Oh I see it now:blushing:, Do I win anything for guessing your age? haha just joking.




So if Battou is 26 that means the girl is .......:shock:,    err umm


----------



## zandman (Aug 22, 2008)

16???


----------



## Hawaii Five-O (Aug 22, 2008)

Thanks I, was  too shocked by the numbers and couldn't post them.


----------



## Battou (Aug 22, 2008)

Phazan said:


> How hot is she on a scale of one to ten



...sadly, when I get a question like this I base my reply on what I know about the surrounding forum members preferences. This forum has a far more broad perspective on what is hot than any other forum I use, resulting in the fact I can't read it like that here. People here see beauty differently than the other places I frequent.

On my personal scale somewhere around five or six. 

Actually right in the ball park of what I figured I'd find my self with.



Phazan said:


> Haha nope. I decided to give my good advice, I must know how hot she is..Then I can guide the OP to the right decision.



The decision has alredy been made, it was so before I even made the thread.



JohnMF said:


> do you think you have breached their trust?
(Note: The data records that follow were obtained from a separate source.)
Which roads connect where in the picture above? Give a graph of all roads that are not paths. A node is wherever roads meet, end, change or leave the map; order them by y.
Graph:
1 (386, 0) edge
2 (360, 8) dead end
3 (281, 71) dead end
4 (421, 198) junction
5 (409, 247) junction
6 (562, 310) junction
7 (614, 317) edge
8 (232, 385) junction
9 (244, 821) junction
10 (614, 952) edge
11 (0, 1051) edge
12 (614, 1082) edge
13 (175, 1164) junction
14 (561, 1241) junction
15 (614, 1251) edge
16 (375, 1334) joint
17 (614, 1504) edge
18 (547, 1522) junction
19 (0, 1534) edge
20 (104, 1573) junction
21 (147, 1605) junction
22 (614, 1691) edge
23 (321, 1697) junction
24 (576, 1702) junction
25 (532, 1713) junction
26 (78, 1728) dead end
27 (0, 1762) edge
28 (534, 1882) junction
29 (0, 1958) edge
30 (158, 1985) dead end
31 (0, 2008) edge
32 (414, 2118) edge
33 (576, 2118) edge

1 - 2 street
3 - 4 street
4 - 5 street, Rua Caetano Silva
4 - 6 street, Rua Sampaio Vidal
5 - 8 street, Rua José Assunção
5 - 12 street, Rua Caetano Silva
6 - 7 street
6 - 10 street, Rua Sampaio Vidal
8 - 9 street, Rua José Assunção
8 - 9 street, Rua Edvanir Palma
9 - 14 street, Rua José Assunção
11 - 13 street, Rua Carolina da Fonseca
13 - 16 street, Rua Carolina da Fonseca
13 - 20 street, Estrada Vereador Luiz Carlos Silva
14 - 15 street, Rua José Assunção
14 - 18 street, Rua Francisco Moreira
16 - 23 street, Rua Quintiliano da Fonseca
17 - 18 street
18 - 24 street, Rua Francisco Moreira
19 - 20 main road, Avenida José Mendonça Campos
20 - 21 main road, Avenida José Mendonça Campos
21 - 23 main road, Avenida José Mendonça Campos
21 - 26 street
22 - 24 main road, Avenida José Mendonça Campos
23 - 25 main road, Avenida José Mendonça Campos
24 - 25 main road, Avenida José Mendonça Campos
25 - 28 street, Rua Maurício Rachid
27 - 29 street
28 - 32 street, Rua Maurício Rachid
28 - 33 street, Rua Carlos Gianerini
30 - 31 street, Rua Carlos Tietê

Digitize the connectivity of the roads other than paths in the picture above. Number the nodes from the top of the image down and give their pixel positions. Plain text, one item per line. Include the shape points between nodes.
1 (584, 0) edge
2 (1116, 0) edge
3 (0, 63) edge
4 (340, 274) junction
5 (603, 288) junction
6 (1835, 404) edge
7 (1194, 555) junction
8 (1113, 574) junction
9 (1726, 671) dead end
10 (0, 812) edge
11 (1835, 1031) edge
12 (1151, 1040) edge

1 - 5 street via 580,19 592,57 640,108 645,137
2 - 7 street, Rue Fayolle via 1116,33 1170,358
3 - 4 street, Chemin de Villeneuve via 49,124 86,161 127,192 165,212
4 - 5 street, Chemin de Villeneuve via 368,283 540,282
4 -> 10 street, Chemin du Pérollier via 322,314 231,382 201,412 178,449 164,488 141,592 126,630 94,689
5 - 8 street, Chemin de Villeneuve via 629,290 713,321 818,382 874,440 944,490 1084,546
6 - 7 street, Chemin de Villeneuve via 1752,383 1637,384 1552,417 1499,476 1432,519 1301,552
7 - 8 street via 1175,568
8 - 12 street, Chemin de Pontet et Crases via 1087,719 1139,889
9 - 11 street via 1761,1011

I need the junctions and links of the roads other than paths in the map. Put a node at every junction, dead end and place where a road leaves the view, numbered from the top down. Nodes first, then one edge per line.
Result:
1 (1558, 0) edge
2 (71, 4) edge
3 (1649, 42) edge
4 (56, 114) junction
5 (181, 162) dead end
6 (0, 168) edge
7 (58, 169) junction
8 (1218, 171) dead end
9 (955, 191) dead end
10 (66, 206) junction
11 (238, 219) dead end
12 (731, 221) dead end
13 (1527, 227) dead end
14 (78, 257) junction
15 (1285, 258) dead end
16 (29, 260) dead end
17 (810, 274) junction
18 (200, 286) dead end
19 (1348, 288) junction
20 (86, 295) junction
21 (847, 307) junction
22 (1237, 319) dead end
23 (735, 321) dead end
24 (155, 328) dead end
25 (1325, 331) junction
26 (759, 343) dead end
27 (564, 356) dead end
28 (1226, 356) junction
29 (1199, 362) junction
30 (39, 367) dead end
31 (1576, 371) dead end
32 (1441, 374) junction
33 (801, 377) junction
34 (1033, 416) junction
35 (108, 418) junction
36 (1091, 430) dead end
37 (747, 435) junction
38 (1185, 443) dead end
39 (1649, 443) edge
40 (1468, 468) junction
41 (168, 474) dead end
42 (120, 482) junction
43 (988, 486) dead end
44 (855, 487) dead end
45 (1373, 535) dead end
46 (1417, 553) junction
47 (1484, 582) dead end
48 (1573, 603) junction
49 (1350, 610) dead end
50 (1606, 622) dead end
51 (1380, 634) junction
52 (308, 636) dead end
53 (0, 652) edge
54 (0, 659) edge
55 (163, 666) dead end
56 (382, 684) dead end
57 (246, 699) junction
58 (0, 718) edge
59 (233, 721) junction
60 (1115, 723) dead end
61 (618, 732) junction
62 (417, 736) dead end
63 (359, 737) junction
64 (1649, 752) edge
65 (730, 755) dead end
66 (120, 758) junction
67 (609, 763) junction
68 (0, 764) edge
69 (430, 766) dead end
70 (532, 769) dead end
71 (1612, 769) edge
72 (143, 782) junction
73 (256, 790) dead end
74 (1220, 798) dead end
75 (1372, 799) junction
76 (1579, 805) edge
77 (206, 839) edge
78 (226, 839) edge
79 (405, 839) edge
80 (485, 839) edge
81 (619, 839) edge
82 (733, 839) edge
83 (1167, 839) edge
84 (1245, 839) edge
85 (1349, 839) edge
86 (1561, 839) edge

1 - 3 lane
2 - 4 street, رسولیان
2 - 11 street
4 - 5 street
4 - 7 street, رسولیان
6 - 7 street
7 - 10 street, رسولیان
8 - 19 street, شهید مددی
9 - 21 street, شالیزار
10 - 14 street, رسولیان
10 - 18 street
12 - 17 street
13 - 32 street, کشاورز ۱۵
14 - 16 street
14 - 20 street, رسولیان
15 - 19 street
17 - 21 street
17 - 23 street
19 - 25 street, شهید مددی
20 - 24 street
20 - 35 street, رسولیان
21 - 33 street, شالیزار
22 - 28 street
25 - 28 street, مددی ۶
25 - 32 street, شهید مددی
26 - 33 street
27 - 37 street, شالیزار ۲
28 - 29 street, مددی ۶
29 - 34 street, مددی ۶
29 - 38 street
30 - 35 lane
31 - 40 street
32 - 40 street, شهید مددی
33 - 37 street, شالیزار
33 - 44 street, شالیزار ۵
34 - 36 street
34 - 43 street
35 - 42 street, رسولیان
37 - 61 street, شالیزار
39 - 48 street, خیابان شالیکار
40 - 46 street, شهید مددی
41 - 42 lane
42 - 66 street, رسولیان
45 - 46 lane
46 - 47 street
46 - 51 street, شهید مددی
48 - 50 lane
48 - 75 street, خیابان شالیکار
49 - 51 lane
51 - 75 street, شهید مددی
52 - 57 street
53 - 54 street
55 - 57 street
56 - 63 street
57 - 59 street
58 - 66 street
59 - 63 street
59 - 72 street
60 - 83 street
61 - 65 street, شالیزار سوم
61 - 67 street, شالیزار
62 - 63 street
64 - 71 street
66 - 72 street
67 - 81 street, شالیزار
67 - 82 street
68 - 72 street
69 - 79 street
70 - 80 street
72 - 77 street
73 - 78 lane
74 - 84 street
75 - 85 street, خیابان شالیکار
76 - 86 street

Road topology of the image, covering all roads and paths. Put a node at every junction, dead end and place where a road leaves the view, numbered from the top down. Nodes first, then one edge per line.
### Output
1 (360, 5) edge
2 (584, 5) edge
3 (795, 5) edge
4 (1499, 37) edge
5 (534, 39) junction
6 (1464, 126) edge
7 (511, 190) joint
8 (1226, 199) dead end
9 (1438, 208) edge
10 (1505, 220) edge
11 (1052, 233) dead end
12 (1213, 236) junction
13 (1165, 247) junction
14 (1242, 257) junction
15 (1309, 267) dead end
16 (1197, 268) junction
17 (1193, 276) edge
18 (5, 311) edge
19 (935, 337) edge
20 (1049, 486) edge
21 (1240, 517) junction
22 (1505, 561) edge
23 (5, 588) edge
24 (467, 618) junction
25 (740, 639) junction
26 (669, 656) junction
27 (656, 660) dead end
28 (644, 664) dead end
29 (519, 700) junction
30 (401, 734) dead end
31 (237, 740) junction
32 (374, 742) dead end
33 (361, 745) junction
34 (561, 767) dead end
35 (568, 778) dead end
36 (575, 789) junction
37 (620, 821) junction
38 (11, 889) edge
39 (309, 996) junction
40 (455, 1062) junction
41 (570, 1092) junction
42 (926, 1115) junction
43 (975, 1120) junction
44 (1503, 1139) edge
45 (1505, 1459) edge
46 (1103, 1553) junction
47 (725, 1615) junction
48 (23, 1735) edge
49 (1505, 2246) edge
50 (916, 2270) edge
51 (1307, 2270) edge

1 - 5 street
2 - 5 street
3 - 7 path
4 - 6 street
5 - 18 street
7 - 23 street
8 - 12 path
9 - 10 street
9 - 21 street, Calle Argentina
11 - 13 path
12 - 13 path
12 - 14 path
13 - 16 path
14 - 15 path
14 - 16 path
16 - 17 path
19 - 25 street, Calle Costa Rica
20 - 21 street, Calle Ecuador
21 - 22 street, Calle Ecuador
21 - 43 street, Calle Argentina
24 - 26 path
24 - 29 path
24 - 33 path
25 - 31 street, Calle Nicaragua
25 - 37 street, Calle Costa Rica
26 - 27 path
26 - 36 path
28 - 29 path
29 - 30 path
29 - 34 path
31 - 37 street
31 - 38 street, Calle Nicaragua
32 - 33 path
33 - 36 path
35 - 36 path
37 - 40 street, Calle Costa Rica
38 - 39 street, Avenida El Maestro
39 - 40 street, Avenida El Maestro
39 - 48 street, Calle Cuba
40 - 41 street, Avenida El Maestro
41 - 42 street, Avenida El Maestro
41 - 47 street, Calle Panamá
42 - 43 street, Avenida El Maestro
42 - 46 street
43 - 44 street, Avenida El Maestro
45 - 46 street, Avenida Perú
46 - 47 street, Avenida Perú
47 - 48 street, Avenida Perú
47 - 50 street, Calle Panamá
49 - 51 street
That was my biggest fear yes.



snowalker said:


> After visiting the last 6 new topics I have a big question:
> This is a photographic forum or what? I didn't see any picture in all of those new topics!
> Quite weird...



...I don't understand the question here. 
Are you refering to the last six topics in off topic chat? in wich case well...it's called off topic for a reason.

Or Are you talking about My last six topics? ...if so I should have four or five image topics of my last six. 

Or are you saying I have not posted a picture of her?...I haven't gotten it back from processing yet 



Jedo_03 said:


> 10 years age difference...
> Well - if you are 70 and she is 60 then most ppl won't see a problem...
> However... if you are 25 then some ppl may see it as a problem...
> Oh well, you could put off dating the girl until she reaches 60...
> ...



Yes, I have known her almost as long, she lived with her father most of the time but I knew her well enough to say I knew her.

It's really weird, Caution is on my mind but.....putting it off is out of the question.



spiffybeth said:


> how old are you?



I'll be turning 27 in October, She turned 17 on the seventh of this month. thus the other half of my reluctency.



Senor Hound said:


> And remember, for a lot of younger women, part of the allure is that you aren't what her parents would approve of.  It takes a person well into their younger to mid-twenties to develop full autonomy (even then a lot don't), and so until then there may be some underlying rebellion in her desire to date you.



She was equally worried about this as I was, so I was confident this was not a rebelious thing.  



Senor Hound said:


> Especially with how much of a rebel you are.


...You have no idea just how much of a rebel I actually am, I'm not saying that to be mean, there are elements about me that are strongly rooted in my personal rebelion toward my parents even to this day, things you could not know or understand with out knowing me face to face all my life.



Christina said:


> I cant imagine how uncomfortable you must feel...
> I'm sure i wouldnt want to be there.
> 
> try to act like normal, not the scared boyfriend maybe??



It actually got easier by the time I got home from work.

She walked right into her mothers trap . They have known for some time that she was interested in either me or my brother but where not sure who exactly. When that distinct change in her behavior occured they began acting overly protective. As it turns out they where acting the way they where to get her to come right out and admit it. I know full well parents have the insight to know these things so it should not have come as such a surprise. Had my mind been clear I'd have seen that but....I digress.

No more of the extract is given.